-- Data section follows --
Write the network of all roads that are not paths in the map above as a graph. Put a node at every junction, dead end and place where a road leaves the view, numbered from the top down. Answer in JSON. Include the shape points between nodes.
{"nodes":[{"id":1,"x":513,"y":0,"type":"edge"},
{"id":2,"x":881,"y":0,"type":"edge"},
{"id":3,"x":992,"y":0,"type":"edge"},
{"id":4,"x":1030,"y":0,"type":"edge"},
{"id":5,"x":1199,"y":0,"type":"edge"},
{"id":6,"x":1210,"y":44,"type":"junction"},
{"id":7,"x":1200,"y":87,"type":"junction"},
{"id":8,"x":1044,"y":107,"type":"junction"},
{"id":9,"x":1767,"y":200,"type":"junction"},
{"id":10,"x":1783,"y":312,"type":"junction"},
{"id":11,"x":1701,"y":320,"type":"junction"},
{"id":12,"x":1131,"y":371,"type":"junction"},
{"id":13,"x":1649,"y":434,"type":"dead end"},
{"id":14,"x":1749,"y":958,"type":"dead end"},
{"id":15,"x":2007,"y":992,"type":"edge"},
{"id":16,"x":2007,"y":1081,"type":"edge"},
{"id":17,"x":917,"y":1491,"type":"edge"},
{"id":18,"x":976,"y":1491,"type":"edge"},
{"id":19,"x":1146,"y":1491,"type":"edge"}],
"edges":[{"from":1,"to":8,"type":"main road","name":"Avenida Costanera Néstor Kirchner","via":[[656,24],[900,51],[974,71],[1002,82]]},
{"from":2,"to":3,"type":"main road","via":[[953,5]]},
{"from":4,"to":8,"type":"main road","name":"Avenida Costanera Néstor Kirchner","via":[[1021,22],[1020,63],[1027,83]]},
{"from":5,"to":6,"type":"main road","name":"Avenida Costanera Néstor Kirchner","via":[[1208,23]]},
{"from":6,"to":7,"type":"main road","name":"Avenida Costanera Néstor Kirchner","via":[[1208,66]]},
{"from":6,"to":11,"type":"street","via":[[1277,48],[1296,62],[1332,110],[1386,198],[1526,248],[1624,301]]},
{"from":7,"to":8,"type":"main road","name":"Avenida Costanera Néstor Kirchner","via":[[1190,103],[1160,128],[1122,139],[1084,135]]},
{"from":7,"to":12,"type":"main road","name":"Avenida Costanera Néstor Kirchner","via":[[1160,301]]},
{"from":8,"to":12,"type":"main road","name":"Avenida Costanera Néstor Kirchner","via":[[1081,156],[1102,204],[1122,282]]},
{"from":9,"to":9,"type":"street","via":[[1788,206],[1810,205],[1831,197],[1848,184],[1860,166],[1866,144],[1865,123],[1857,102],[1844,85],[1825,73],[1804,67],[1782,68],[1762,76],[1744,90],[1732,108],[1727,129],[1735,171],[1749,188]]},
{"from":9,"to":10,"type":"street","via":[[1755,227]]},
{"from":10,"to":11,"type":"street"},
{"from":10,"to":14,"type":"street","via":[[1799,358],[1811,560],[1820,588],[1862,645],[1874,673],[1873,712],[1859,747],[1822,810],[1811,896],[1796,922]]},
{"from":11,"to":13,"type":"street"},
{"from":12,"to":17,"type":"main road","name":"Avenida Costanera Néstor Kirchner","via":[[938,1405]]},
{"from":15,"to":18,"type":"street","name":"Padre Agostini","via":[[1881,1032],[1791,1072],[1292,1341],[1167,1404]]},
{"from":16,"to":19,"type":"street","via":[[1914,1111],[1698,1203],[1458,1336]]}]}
-- Data section concluded --
◆ **Task**:
Could you print all of the data above once more, unaltered?

◆ **Expected answer**:
Write the network of all roads that are not paths in the map above as a graph. Put a node at every junction, dead end and place where a road leaves the view, numbered from the top down. Answer in JSON. Include the shape points between nodes.
{"nodes":[{"id":1,"x":513,"y":0,"type":"edge"},
{"id":2,"x":881,"y":0,"type":"edge"},
{"id":3,"x":992,"y":0,"type":"edge"},
{"id":4,"x":1030,"y":0,"type":"edge"},
{"id":5,"x":1199,"y":0,"type":"edge"},
{"id":6,"x":1210,"y":44,"type":"junction"},
{"id":7,"x":1200,"y":87,"type":"junction"},
{"id":8,"x":1044,"y":107,"type":"junction"},
{"id":9,"x":1767,"y":200,"type":"junction"},
{"id":10,"x":1783,"y":312,"type":"junction"},
{"id":11,"x":1701,"y":320,"type":"junction"},
{"id":12,"x":1131,"y":371,"type":"junction"},
{"id":13,"x":1649,"y":434,"type":"dead end"},
{"id":14,"x":1749,"y":958,"type":"dead end"},
{"id":15,"x":2007,"y":992,"type":"edge"},
{"id":16,"x":2007,"y":1081,"type":"edge"},
{"id":17,"x":917,"y":1491,"type":"edge"},
{"id":18,"x":976,"y":1491,"type":"edge"},
{"id":19,"x":1146,"y":1491,"type":"edge"}],
"edges":[{"from":1,"to":8,"type":"main road","name":"Avenida Costanera Néstor Kirchner","via":[[656,24],[900,51],[974,71],[1002,82]]},
{"from":2,"to":3,"type":"main road","via":[[953,5]]},
{"from":4,"to":8,"type":"main road","name":"Avenida Costanera Néstor Kirchner","via":[[1021,22],[1020,63],[1027,83]]},
{"from":5,"to":6,"type":"main road","name":"Avenida Costanera Néstor Kirchner","via":[[1208,23]]},
{"from":6,"to":7,"type":"main road","name":"Avenida Costanera Néstor Kirchner","via":[[1208,66]]},
{"from":6,"to":11,"type":"street","via":[[1277,48],[1296,62],[1332,110],[1386,198],[1526,248],[1624,301]]},
{"from":7,"to":8,"type":"main road","name":"Avenida Costanera Néstor Kirchner","via":[[1190,103],[1160,128],[1122,139],[1084,135]]},
{"from":7,"to":12,"type":"main road","name":"Avenida Costanera Néstor Kirchner","via":[[1160,301]]},
{"from":8,"to":12,"type":"main road","name":"Avenida Costanera Néstor Kirchner","via":[[1081,156],[1102,204],[1122,282]]},
{"from":9,"to":9,"type":"street","via":[[1788,206],[1810,205],[1831,197],[1848,184],[1860,166],[1866,144],[1865,123],[1857,102],[1844,85],[1825,73],[1804,67],[1782,68],[1762,76],[1744,90],[1732,108],[1727,129],[1735,171],[1749,188]]},
{"from":9,"to":10,"type":"street","via":[[1755,227]]},
{"from":10,"to":11,"type":"street"},
{"from":10,"to":14,"type":"street","via":[[1799,358],[1811,560],[1820,588],[1862,645],[1874,673],[1873,712],[1859,747],[1822,810],[1811,896],[1796,922]]},
{"from":11,"to":13,"type":"street"},
{"from":12,"to":17,"type":"main road","name":"Avenida Costanera Néstor Kirchner","via":[[938,1405]]},
{"from":15,"to":18,"type":"street","name":"Padre Agostini","via":[[1881,1032],[1791,1072],[1292,1341],[1167,1404]]},
{"from":16,"to":19,"type":"street","via":[[1914,1111],[1698,1203],[1458,1336]]}]}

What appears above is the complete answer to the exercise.